Before answering, work out how many lines below contain the string "המוריה"; the reply is that number alone.

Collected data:
====
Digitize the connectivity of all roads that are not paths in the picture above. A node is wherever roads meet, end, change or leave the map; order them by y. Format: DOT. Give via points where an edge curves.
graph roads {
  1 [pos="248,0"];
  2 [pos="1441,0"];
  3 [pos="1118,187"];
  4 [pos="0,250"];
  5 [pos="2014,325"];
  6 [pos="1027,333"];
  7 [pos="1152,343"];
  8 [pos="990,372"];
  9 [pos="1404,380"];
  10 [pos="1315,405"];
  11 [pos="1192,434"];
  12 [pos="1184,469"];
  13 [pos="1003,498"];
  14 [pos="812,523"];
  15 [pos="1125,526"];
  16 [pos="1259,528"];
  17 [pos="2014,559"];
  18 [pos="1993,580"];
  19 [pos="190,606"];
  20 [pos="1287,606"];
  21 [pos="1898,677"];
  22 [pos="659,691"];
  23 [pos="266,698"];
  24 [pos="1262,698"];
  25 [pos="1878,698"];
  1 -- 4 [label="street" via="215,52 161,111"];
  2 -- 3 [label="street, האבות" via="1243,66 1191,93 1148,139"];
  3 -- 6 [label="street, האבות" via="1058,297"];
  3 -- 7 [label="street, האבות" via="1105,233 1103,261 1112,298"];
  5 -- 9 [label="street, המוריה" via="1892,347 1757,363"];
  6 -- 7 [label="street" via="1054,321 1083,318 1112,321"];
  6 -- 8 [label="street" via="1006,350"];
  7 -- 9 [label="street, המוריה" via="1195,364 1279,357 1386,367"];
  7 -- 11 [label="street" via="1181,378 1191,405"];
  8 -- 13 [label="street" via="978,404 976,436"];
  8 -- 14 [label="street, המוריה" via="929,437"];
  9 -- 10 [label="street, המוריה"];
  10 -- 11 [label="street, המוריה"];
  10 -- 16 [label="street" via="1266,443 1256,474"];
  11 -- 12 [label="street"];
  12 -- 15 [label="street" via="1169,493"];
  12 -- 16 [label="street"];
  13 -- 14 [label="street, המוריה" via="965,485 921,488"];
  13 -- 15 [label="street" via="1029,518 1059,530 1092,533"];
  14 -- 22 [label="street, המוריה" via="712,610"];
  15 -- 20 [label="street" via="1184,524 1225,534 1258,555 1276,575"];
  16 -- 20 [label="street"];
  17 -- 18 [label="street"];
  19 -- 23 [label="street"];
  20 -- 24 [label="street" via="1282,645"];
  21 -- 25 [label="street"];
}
====
Solution for this exercise | 7